- Required work -
Look through the material below and report every line that includes "Issaquah".

----- Record set

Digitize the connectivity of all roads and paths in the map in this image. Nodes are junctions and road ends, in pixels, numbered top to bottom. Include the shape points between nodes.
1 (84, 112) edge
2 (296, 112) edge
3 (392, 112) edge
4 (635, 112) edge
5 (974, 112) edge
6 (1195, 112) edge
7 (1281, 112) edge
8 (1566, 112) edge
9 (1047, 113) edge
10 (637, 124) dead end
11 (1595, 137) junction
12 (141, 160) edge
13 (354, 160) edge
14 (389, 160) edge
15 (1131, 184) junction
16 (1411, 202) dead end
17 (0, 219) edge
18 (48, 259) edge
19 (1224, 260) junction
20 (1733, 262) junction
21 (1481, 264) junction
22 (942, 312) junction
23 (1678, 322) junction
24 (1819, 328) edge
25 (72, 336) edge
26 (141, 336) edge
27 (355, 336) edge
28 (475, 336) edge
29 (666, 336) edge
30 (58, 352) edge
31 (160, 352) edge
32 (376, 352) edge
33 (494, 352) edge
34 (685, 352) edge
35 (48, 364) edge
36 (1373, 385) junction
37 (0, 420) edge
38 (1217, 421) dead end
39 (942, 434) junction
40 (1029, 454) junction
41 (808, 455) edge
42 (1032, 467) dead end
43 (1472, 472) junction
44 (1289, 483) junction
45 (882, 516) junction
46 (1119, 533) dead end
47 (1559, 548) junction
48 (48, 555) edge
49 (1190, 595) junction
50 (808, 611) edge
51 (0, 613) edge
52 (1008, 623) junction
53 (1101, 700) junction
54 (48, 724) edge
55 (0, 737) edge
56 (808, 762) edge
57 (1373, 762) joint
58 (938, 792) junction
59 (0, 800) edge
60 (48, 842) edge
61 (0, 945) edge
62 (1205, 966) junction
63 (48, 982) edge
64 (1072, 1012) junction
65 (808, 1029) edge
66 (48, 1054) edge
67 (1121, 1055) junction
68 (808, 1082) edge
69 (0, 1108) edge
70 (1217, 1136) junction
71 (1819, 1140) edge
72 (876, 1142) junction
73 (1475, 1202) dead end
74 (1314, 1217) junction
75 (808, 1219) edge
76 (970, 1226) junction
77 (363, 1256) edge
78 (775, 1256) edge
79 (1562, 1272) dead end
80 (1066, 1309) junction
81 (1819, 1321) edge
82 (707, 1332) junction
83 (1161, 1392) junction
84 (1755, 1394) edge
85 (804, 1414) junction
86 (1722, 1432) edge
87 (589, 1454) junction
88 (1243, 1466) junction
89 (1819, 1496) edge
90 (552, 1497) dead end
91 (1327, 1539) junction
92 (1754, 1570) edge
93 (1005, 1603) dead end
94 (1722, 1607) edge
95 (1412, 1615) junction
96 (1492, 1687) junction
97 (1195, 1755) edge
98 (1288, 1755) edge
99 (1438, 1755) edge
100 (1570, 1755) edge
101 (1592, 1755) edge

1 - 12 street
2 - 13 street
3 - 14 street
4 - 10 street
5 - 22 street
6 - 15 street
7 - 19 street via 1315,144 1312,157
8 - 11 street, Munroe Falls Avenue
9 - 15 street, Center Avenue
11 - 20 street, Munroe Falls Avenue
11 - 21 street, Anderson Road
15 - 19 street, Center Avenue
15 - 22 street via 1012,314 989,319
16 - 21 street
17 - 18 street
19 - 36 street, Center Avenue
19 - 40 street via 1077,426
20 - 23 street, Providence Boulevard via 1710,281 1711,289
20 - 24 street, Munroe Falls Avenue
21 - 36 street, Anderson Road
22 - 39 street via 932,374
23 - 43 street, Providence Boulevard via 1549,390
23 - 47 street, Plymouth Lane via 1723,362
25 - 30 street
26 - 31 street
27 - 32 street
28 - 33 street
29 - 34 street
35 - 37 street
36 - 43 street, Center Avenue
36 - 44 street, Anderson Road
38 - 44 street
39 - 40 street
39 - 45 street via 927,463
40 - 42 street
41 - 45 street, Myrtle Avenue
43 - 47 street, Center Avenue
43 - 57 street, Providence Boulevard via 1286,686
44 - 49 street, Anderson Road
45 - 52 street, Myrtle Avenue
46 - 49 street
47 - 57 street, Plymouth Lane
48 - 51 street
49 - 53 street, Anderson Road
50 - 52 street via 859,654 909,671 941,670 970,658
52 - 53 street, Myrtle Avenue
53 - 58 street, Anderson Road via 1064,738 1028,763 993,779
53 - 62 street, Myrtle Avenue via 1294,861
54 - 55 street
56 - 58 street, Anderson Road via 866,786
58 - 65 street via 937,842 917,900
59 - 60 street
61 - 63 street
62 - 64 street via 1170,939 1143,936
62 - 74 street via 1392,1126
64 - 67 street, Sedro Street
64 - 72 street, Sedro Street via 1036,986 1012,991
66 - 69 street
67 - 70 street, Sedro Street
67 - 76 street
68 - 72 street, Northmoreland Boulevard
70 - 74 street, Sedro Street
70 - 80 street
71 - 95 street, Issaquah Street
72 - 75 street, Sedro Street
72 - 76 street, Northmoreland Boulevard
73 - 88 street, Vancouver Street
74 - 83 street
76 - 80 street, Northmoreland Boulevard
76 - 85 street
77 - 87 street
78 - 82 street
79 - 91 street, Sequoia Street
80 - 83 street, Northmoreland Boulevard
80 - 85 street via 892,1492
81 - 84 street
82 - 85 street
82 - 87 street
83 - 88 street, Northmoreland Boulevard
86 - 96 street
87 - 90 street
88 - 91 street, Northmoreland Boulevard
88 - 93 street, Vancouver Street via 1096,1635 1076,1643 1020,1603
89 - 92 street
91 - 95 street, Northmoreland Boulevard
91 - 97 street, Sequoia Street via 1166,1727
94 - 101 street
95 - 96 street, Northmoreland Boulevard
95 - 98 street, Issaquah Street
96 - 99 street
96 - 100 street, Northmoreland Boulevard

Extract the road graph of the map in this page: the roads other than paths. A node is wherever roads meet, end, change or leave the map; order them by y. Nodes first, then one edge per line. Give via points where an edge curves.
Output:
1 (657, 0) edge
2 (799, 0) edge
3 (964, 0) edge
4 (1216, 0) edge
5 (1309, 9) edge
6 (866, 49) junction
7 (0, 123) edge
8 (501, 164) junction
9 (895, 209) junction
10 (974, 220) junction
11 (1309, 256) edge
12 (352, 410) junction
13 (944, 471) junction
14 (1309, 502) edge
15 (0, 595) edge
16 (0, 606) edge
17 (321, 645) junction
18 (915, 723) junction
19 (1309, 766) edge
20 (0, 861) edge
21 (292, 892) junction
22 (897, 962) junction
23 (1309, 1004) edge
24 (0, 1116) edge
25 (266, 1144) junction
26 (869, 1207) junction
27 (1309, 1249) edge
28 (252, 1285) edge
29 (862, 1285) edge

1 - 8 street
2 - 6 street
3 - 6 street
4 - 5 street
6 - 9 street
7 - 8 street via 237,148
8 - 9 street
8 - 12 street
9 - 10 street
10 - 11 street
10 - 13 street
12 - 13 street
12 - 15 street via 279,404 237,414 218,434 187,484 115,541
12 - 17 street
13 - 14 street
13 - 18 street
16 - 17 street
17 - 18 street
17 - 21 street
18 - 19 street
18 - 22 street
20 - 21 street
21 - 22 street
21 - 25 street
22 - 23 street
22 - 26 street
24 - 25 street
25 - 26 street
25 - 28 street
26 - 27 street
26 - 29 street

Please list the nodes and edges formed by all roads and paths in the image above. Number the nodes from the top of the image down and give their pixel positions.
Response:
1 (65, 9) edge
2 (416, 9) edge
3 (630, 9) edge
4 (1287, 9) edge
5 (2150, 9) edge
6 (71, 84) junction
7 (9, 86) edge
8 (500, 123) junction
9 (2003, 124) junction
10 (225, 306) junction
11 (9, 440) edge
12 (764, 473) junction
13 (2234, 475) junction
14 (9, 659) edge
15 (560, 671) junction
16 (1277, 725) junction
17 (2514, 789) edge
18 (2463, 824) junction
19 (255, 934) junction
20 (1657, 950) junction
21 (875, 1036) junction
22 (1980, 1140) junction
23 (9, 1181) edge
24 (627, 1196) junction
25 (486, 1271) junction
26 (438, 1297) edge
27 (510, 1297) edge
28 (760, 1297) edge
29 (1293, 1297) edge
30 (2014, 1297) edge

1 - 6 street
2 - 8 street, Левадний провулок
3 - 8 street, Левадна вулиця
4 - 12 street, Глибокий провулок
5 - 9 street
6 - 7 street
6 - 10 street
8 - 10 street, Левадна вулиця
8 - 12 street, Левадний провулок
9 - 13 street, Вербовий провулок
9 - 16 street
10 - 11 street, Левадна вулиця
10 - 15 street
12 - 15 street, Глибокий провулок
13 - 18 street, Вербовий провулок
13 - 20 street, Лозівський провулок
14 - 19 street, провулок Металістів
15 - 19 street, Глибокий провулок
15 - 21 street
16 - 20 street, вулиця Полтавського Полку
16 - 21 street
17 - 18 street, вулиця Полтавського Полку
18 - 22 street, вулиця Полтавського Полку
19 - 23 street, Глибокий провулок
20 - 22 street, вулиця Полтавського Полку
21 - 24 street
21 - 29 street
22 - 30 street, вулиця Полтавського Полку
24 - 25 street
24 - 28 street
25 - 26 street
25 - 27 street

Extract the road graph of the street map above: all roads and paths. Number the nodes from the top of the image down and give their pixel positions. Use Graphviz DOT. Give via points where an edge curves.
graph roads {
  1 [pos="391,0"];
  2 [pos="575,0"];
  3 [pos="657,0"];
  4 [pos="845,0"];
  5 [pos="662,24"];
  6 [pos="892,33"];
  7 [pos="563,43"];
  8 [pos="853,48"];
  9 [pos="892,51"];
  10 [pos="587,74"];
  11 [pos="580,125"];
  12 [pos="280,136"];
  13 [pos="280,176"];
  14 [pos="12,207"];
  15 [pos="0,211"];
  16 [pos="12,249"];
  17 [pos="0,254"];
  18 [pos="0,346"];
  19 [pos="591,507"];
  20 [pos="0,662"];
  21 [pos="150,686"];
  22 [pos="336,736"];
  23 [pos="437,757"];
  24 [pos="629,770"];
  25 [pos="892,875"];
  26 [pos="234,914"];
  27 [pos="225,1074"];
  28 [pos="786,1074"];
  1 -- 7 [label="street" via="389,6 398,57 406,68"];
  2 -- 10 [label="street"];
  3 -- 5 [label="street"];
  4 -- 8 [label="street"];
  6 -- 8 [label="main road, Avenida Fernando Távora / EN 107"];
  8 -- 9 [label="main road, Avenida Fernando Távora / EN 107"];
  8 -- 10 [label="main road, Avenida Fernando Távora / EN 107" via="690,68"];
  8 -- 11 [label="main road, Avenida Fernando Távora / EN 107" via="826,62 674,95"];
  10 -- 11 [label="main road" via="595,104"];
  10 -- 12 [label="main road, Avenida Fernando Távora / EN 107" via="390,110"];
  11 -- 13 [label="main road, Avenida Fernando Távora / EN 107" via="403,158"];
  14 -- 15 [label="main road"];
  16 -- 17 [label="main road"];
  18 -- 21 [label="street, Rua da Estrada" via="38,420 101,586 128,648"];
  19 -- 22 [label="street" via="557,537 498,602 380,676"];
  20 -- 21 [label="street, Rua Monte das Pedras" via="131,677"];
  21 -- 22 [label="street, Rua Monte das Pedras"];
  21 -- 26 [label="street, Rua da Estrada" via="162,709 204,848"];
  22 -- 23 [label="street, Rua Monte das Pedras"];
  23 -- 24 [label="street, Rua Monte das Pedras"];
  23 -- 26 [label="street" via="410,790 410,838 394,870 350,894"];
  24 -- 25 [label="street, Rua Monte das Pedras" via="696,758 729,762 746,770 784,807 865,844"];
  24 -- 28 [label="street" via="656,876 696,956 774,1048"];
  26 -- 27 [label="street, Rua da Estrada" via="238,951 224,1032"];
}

----------

- Result for this exercise -
71 - 95 street, Issaquah Street
95 - 98 street, Issaquah Street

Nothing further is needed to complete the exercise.